紙屋 甚六

かみや じんろく

 戦国末期、相模小田原を拠点に紙の販売を行っていたとみられる商人。大和国奈良興福寺の多聞院英俊の日記である『多聞院日記』にその名がみえる。

十二年ぶりの奈良

  『多聞院日記』には天正十六年(1588)五月十一日条に「紙屋甚六、相州ヨリ登ルトテ来ル。国紙三帖持チ来ル。十二年帰ラズト申ス。」とある。また同年閏五月十四日条に「甚六、相州小田原ヘ帰ル由申シ来ルノ間、ユエン(油煙=墨)三丁遣ワシオワンヌ」とも記してある。甚六が元来は奈良の出身で、十二年前の天正初年頃に奈良を離れ、天正十六年の時点では相模小田原を本拠としていることが分かる。

甚六の活動範囲

  甚六は「紙屋」を名乗り、「国紙」を多聞院に持参していることから小田原に居を構える紙商人だったとみられる。
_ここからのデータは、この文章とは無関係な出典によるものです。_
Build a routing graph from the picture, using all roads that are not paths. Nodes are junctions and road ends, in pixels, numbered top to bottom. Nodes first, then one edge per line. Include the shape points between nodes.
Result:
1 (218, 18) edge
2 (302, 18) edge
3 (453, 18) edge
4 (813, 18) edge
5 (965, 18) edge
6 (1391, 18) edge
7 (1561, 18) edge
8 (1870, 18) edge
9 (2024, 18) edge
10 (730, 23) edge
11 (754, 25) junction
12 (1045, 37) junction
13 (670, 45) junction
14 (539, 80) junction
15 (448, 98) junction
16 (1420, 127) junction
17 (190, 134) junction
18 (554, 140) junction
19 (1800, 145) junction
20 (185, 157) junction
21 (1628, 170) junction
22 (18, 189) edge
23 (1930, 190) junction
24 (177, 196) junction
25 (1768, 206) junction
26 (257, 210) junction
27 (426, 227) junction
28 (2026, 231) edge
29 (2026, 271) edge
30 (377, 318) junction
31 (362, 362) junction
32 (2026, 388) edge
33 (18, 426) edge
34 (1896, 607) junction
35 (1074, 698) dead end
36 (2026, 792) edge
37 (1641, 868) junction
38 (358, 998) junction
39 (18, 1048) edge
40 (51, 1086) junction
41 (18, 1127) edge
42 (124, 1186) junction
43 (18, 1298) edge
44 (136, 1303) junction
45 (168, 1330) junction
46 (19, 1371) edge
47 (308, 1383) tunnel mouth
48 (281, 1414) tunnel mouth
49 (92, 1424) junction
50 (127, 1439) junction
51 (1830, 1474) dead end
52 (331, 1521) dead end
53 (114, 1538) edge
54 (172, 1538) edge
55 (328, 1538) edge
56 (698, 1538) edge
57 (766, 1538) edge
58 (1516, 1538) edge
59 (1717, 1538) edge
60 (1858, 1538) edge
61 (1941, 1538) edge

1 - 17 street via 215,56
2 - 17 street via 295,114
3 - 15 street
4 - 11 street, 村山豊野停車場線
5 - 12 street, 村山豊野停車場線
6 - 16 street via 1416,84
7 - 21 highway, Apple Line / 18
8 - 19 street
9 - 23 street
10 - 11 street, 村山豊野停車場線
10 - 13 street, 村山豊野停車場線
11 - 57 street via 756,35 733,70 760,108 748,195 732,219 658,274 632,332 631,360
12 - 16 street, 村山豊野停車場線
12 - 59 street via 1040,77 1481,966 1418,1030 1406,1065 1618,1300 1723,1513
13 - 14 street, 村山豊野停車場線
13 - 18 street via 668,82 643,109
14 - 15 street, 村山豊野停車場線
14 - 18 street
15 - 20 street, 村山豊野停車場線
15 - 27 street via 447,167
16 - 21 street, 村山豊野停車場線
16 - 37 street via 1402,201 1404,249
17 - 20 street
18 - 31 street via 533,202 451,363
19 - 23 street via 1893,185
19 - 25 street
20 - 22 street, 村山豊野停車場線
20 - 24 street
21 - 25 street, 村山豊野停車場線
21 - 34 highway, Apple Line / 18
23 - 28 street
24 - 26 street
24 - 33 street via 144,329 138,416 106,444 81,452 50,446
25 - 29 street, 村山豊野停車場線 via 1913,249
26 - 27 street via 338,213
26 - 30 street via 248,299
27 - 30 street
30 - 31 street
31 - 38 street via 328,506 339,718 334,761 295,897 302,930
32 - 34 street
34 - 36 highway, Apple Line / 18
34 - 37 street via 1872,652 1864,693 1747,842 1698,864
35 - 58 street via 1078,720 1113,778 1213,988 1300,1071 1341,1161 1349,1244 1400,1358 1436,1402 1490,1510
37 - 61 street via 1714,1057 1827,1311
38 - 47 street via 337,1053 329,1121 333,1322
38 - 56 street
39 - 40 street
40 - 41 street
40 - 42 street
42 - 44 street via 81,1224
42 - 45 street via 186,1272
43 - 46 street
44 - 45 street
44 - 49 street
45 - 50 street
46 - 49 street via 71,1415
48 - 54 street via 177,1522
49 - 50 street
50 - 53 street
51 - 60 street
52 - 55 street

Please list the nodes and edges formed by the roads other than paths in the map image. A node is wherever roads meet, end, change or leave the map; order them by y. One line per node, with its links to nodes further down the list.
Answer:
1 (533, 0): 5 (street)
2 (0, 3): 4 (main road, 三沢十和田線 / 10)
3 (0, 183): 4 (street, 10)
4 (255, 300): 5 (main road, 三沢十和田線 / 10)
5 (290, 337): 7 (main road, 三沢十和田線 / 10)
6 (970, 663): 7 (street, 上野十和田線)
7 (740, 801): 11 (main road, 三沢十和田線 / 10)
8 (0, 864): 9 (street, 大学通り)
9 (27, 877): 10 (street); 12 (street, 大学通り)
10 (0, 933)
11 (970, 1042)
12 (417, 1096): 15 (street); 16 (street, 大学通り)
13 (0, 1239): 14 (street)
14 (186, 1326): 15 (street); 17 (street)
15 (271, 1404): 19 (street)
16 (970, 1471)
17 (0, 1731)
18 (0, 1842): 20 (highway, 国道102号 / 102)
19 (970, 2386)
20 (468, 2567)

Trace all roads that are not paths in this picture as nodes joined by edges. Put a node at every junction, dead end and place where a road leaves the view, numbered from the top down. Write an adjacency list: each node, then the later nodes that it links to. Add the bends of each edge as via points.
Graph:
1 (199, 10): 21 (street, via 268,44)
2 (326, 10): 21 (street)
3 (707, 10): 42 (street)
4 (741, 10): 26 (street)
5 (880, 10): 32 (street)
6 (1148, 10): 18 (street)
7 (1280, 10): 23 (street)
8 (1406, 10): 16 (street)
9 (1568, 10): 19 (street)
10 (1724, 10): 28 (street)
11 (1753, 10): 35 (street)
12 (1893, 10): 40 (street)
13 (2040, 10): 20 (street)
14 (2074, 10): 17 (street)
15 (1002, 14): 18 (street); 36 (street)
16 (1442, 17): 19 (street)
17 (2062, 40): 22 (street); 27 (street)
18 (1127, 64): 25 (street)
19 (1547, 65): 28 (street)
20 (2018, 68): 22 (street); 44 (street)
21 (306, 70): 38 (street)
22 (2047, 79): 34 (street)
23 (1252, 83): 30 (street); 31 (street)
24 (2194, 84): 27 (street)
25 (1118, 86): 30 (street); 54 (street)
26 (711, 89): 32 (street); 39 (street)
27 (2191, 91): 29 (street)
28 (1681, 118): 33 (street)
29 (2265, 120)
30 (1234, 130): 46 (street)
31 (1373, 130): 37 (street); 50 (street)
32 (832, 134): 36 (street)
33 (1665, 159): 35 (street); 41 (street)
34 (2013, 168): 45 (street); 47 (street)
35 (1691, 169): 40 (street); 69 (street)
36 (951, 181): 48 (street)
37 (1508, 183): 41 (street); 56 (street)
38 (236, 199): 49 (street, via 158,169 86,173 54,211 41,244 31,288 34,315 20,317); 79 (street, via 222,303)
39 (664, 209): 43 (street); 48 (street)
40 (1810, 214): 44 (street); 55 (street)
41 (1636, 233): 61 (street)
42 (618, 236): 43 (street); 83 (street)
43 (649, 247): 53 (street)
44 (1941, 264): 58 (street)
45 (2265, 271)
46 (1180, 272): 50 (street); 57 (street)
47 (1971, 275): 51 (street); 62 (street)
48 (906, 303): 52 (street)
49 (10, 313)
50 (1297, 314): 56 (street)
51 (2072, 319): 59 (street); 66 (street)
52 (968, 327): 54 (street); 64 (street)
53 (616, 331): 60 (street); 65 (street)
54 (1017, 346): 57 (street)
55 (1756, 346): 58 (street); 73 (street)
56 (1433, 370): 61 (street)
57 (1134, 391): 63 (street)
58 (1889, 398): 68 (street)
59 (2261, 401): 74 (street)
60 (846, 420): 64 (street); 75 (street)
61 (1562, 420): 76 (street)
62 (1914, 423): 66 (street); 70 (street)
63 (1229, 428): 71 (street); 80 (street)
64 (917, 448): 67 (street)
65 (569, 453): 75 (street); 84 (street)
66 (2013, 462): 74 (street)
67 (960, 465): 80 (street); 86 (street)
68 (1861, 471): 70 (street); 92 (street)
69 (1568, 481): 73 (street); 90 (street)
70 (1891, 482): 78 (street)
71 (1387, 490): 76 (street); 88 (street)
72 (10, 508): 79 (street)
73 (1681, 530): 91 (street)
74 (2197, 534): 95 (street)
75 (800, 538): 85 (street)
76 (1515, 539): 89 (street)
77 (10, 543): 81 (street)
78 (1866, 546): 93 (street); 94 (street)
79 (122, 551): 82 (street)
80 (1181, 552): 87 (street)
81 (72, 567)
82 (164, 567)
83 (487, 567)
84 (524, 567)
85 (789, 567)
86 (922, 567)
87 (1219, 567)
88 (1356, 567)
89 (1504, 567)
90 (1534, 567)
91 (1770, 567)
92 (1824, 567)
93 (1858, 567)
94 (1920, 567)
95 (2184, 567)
関東の紙の主産地は武蔵の小川(埼玉県小川町)・越生(同生越市)方面であり、甚六はこれらの関東の産地から紙を買い入れて小田原で販売していたとみられ、広域の営業をしていたことがうかがえる。また奈良の多聞院英俊を訪問していることから、上方にも販路を持っていた、あるいは販路を広げようとしていた可能性も考えられる。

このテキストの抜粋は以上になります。